* _Exercise goal_: Print the lines below exactly, beginning with the one that contains "3l9 9-9 9-9-9zM9" and stopping after the last line.

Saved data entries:
'''

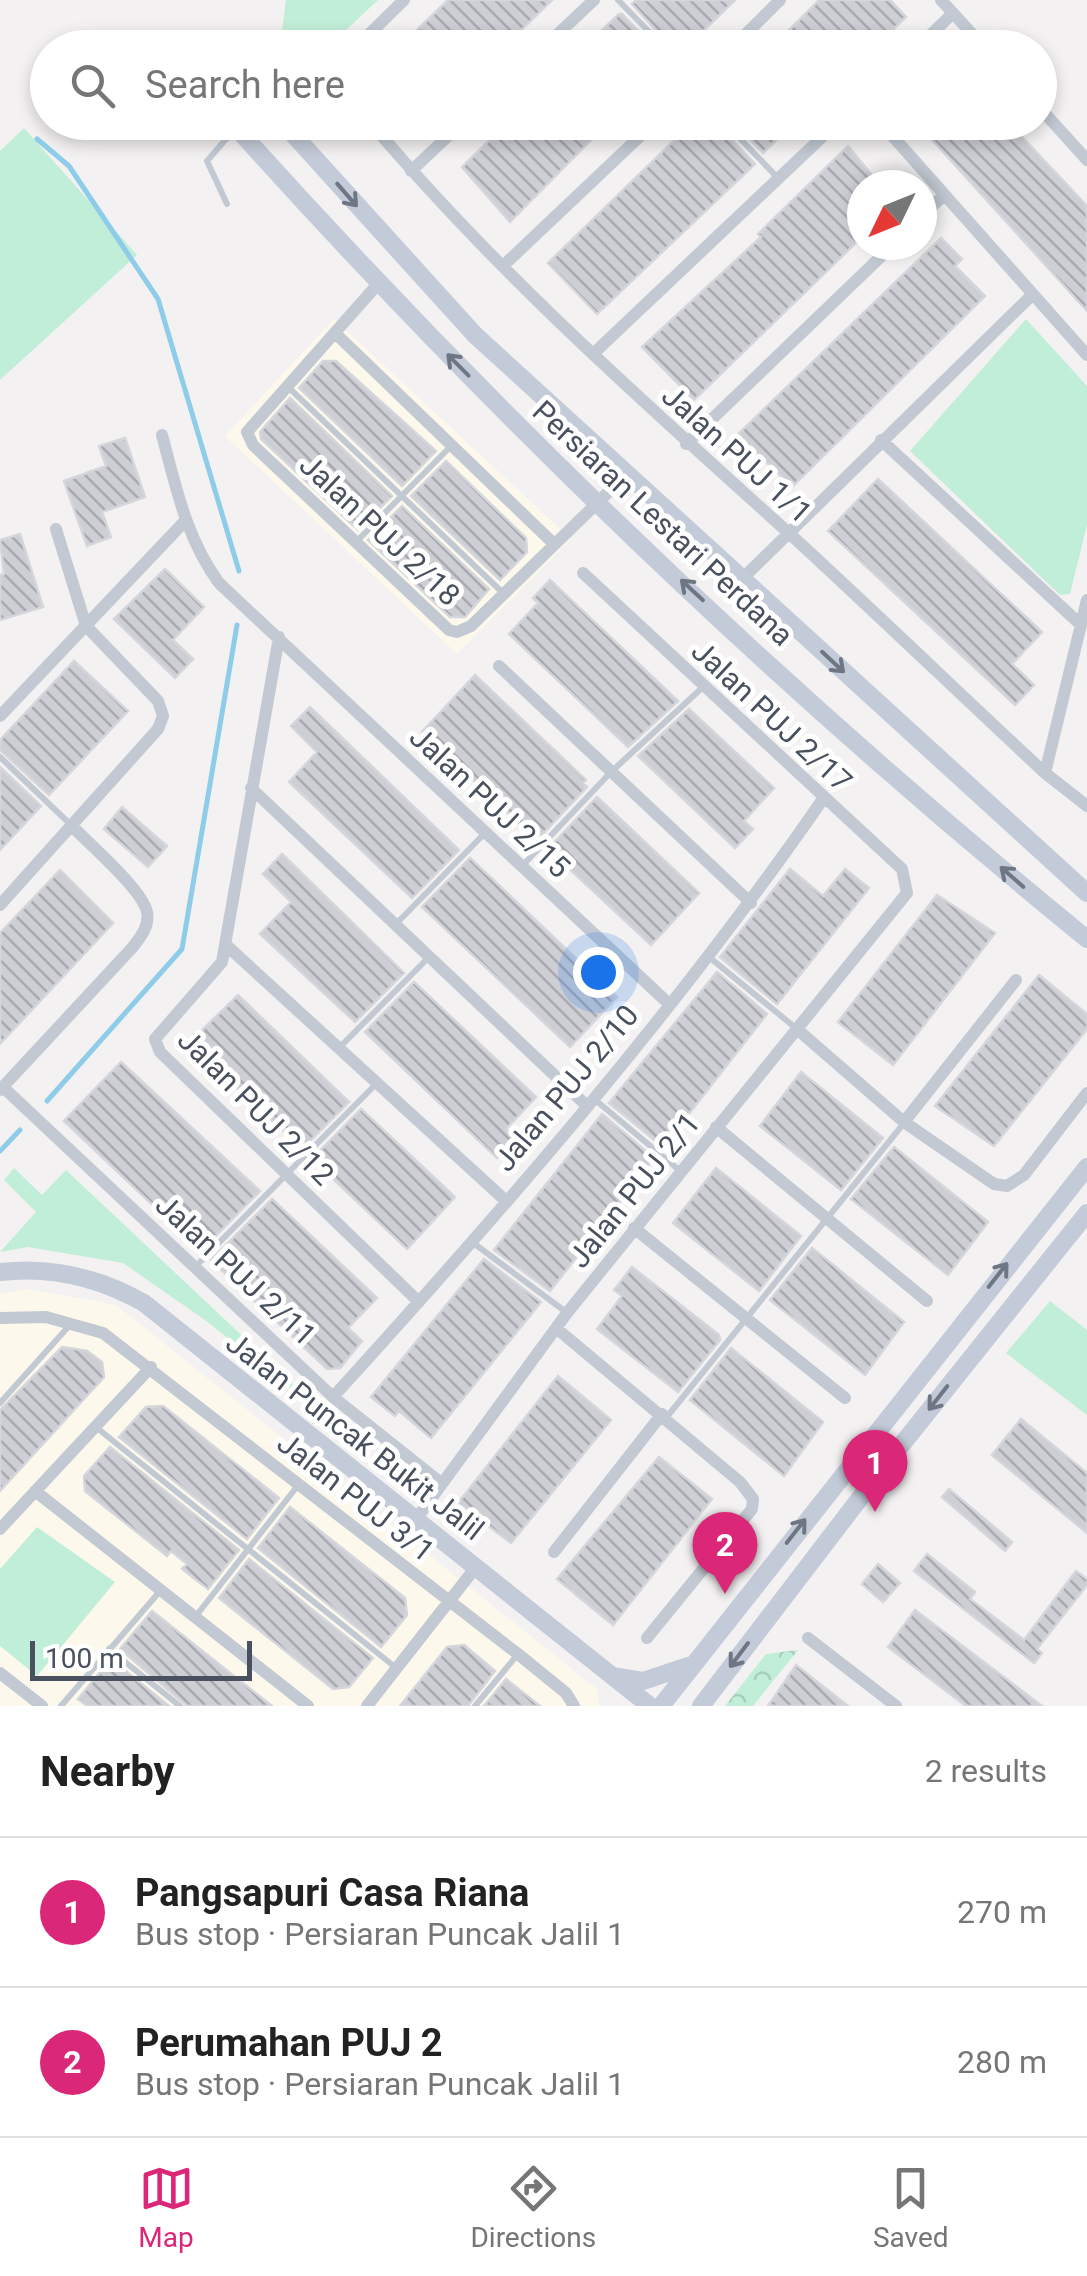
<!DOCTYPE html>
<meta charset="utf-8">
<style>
:root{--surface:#fff;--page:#f2f2f2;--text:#222;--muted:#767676;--line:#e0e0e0;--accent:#db2777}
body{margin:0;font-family:Roboto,sans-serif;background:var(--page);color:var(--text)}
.compass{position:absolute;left:847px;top:170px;width:90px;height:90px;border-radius:50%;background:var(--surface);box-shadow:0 5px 15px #0003;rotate:227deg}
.scale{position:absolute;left:30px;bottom:25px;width:222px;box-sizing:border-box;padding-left:10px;border:5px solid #49515e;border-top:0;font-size:28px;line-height:35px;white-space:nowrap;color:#49515e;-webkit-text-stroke:8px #fff;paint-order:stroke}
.you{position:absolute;left:598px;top:972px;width:35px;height:35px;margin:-25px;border:8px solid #fff;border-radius:50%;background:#1a73e8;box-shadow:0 0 0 15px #1a73e833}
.badge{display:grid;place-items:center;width:65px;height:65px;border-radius:50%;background:var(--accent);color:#fff;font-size:32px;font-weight:700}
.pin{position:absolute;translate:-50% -82px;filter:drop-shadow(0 2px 5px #0008)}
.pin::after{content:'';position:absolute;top:52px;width:35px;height:30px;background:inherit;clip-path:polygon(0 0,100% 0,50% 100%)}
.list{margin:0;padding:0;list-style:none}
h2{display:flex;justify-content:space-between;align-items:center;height:130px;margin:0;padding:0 40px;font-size:42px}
h2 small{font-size:32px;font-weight:400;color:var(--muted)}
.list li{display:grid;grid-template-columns:65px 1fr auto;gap:30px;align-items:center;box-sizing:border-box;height:150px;padding:0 40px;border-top:2px solid var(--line)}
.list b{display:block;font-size:38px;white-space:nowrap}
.list p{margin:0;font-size:32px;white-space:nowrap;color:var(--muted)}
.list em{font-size:32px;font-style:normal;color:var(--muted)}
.icon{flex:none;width:55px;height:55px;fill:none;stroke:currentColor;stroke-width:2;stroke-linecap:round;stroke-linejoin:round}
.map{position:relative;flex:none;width:1087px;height:1706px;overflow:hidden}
.search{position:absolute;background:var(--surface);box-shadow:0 5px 15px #0003;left:30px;right:30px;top:30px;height:110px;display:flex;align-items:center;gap:25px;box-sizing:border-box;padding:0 35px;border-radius:55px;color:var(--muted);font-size:38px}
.sheet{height:430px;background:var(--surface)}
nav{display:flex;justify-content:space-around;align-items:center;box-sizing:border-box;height:140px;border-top:2px solid var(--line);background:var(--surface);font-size:28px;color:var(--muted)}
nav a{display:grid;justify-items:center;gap:5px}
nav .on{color:var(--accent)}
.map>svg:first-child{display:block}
.commercial{fill:#fcf9ec}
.green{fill:#c1eed8}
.forest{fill:url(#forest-crowns)}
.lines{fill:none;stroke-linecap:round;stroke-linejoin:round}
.stream{stroke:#8fccea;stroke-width:5}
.building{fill:url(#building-back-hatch);stroke:#d5d6dc;stroke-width:2.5}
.lane{stroke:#c2c9d2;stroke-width:6}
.street{stroke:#c2c9d2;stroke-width:12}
.secondary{stroke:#c4cbd8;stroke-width:18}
.oneway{stroke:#6e7683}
.labels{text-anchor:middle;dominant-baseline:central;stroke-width:10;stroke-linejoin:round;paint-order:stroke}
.street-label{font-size:30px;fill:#49515e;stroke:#fff}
</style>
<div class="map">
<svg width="1087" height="1706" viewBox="0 0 1087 1706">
<defs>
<pattern id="forest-crowns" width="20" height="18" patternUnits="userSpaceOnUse" patternTransform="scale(2.5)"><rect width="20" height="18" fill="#c1eed8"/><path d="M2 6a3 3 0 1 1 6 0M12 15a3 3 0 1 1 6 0" fill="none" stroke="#a7cebc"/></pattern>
<pattern id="building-back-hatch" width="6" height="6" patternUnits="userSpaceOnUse" patternTransform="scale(2.5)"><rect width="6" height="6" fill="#cecfd5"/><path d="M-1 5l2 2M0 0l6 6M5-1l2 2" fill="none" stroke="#a9aab0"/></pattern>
</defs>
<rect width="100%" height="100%" fill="#f3f1f1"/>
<path class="commercial" d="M334,319l237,220 -114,115 -232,-218z
M29,1289l87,16 481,384 2,17h-599v-412z"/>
<path class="green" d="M286,0h92l-50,47h-48z
M24,128l113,127 -137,125v-229z
M1026,319l61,67v139l-17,69 -10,1 -150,-144z
M14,1168l28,27 24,-25 271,255 -132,-105 -82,-57 -95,-16 -28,5 36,-40 -32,-32z
M1050,1301l37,29v85l-81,-62z
M37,1527l78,55 -78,94 -37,-30v-77z"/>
<path class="forest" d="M798,1650l-45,56h-28l41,-52z"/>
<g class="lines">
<path class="stream" d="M37,139l32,27 89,133 81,272
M47,1101l135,-152 55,-324
M0,1151l20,-21"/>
</g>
<path class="building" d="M448,0h104l-49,48h-105z
M636,0h99l-49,48h-14l-40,-44z
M819,0h71l16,17 -32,31h-103z
M619,14h3l33,34h-72z
M508,122h101l-99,100 -48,-55z
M693,122h22l40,42 -158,150 -49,-51z
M759,122h36l-32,31 -17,-18z
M916,122h92l79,84v105z
M848,146l32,39h-18v52l-168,163 -52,-53 119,-110 -3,-3z
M941,238l21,21 -7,7 30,30 -193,191 -32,-31 -6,6 -22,-22z
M323,361h13l100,90 -34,35 -103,-98z
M290,398l102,98 -34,34 -97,-91 -1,-7z
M125,438l20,59 -43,15 9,25 -24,9 -23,-65 42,-15 -7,-20z
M446,461l80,77 1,14 -27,28 -89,-84z
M878,479l164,153 -30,32 22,21 -19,20 -187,-174z
M402,506l87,83 -24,28h-15l-82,-77z
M20,534l23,73 -43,13v-45l4,-1 -4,-34z
M165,569l39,38 -31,33 20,19 -18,19 -61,-59z
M550,580l128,121 -50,46 -119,-113 29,-31 -5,-5z
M74,661l54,50 -79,84 -49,-45v-10z
M475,675l111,105 -3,3 4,4 -50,53 -115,-108z
M310,707l149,143 -47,48 -123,-116 28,-30 -26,-26z
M689,709l85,79 -30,33 9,8 -18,19 -97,-92z
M0,767l41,39 -41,44z
M597,797l102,96 -48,52 -103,-96z
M122,807l45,39 -19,21 -44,-38z
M282,854l122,119 -49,49 -95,-88 31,-32 -28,-28z
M470,858l147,139 -47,50 -148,-140z
M790,869l33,27 22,-27 24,19 -92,116 -57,-47z
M60,870l53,53 -113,121v-111z
M937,895l58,38 -102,132 -55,-43z
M717,972l50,42 -104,133 -54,-44z
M1039,975l48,39v15l-93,117 -59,-40z
M414,982l122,115 -30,32 10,9 -19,20 -132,-126z
M238,995l111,107 -47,47 -113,-106z
M121,1062l139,129 -59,60 -137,-130z
M801,1072l82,66 -42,52 -81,-64z
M361,1109l94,88 -48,52 -95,-90z
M602,1114l52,44 -104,133 -56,-41z
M894,1147l94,75 -40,53 -97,-76z
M716,1168l85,68 -42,55 -86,-68z
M272,1199l105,99 -29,30 14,13 -22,27 -13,1 -116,-109z
M812,1248l92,74 -39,53 -95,-75z
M484,1259l57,43 -110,136 -32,-27 -4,5 -24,-19z
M632,1267l87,68 1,5 -42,52 -81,-63 25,-33 -8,-6z
M62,1347l25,4 15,11 2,15 -104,114v-81z
M731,1348l92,74 -39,54 -94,-76z
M558,1376l53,44 -100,123 -53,-40z
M163,1406l116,92 -32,41 -128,-102 27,-30z
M1021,1419l66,54v60l-95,-78z
M110,1447l129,103 -31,39 -26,-20 5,-5 -16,-13 -4,5 -82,-65 -1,-15z
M659,1457l53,42 -99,126 -56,-46z
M949,1489l63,53 -7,9 -63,-54z
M290,1507l115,91 2,17 -26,32 -123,-99z
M927,1554l48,38 -5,7 54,41 52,-69 11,8v6l-50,64 5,4 -8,10 -120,-92z
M249,1559l124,99 -24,29 -16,2 -114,-91z
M878,1564l22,19 -17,19 -21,-18z
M915,1610l127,96h-76l-78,-59z
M152,1611l92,73 28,22h-85l-67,-57z
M464,1645l31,26 -27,35h-68l47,-59z
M111,1659l58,47h-82l-9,-7z
M796,1665l52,41h-80z
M506,1679l34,27h-56z"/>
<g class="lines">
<path class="lane" d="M618,0l47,48
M724,122l53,55
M227,204l-20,-43 20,-23 14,-3
M287,386l216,207
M356,542l95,-96
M0,757l70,67
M523,865l88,-93 92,-85
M395,925l89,-91
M709,957l88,72
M340,1047l89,-90
M593,1098l86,72
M472,1242l94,70
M196,1266l180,-182
M0,1403l69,-77
M666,1418l238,-295
M97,1428l298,239
M196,1616l103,-132
M109,1649l71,57
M61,1706l100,-116
M475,1706l43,-52"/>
<path class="street" d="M941,0l44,48
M355,48l49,-48
M543,48l51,-48
M732,48l48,-48
M917,48l36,-35
M1040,108l47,52
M370,122c127,151 275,281 421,413 85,78 169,159 254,238l42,33
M880,122l207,233
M411,171l52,-49
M922,216l22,-21
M504,265l151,-143
M377,285l-130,147 6,13 196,185 8,2 14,-6 158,-154
M335,333l218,210
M593,354l245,-232
M162,435c14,52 24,103 57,148l449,420
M881,440l200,185
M686,444l207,-199
M743,578l290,-284
M279,637l-57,325 -67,77 5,13 259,250
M499,666l252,237
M0,716l185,-195
M1045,773l42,-173
M251,788l335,317
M0,905l158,-176 5,-13 -5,-15 -72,-75 -30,-97
M226,945l279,255
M798,1030l106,92 90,62 13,2 17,-11 63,-82
M3,1087l330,310 108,86
M0,1090l132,-142c8,-10 18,-22 15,-36 -5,-23 -58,-68 -76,-87
M904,1122l112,-142
M716,1127l211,174
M634,1228l211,170
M0,1318l46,-1 57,16 415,321 48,39 8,13
M556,1328l184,154 13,17 -1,10 -105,129
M333,1397c173,-190 344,-387 490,-598
M35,1491l273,215
M417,1518l150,-205 340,-420 -5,-24 -319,-296
M0,1529l151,-162
M554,1552l108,-138
M808,1638l88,68
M0,1673l42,33
M367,1706l109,-139"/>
<path class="secondary" d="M259,122l-17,12c260,289 544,560 845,805
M282,122l193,213 612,558
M0,1272c51,-6 100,6 144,31l506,403
M612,1676l31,5 45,-15
M661,1706l426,-539
M701,1706l182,-238 204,-255"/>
</g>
<defs><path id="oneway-shaft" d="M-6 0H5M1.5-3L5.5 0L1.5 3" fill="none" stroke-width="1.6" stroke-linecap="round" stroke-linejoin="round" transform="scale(2.5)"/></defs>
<g class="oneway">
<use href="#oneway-shaft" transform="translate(347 195) rotate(49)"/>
<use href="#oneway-shaft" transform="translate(458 365) rotate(-135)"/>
<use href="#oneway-shaft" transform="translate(692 590) rotate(-137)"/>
<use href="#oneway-shaft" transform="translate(833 662) rotate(43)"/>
<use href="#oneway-shaft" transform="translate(1012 877) rotate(-139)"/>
<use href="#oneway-shaft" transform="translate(998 1275) rotate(-52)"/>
<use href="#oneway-shaft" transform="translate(938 1398) rotate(128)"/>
<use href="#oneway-shaft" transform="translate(796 1531) rotate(-52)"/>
<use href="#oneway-shaft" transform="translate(739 1655) rotate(127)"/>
</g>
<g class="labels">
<g class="street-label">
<text transform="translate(737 454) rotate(42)">Jalan PUJ 1/1</text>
<text transform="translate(663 523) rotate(43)">Persiaran Lestari Perdana</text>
<text transform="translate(380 530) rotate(43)">Jalan PUJ 2/18</text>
<text transform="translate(772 716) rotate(43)">Jalan PUJ 2/17</text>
<text transform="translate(490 802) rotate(43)">Jalan PUJ 2/15</text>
<text transform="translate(566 1088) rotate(-50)">Jalan PUJ 2/10</text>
<text transform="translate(256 1107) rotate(45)">Jalan PUJ 2/12</text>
<text transform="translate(634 1190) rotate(-51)">Jalan PUJ 2/1</text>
<text transform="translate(236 1270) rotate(43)">Jalan PUJ 2/11</text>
<text transform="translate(355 1436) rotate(38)">Jalan Puncak Bukit Jalil</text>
<text transform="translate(356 1497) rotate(38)">Jalan PUJ 3/1</text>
</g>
</g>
</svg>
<svg class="compass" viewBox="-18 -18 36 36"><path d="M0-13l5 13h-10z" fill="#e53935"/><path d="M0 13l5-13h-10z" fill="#767676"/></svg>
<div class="scale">100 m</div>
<div class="you"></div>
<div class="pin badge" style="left:875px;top:1512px">1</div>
<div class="pin badge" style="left:725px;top:1594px">2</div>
<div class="search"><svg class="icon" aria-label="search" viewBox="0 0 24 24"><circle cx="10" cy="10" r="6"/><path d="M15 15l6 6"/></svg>Search here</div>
</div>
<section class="sheet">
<h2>Nearby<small>2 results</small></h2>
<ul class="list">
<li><span class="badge">1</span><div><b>Pangsapuri Casa Riana</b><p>Bus stop · Persiaran Puncak Jalil 1</p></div><em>270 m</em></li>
<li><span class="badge">2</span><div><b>Perumahan PUJ 2</b><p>Bus stop · Persiaran Puncak Jalil 1</p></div><em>280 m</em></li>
</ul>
</section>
<nav>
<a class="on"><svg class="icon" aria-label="map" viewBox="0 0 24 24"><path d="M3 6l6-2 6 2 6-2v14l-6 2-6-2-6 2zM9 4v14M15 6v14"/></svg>Map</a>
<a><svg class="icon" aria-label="directions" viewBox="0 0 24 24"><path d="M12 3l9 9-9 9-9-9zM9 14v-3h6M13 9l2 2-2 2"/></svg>Directions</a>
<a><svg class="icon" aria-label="saved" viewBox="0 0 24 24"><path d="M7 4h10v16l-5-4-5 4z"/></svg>Saved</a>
</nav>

'''

* _Solution for this problem_:
<a><svg class="icon" aria-label="directions" viewBox="0 0 24 24"><path d="M12 3l9 9-9 9-9-9zM9 14v-3h6M13 9l2 2-2 2"/></svg>Directions</a>
<a><svg class="icon" aria-label="saved" viewBox="0 0 24 24"><path d="M7 4h10v16l-5-4-5 4z"/></svg>Saved</a>
</nav>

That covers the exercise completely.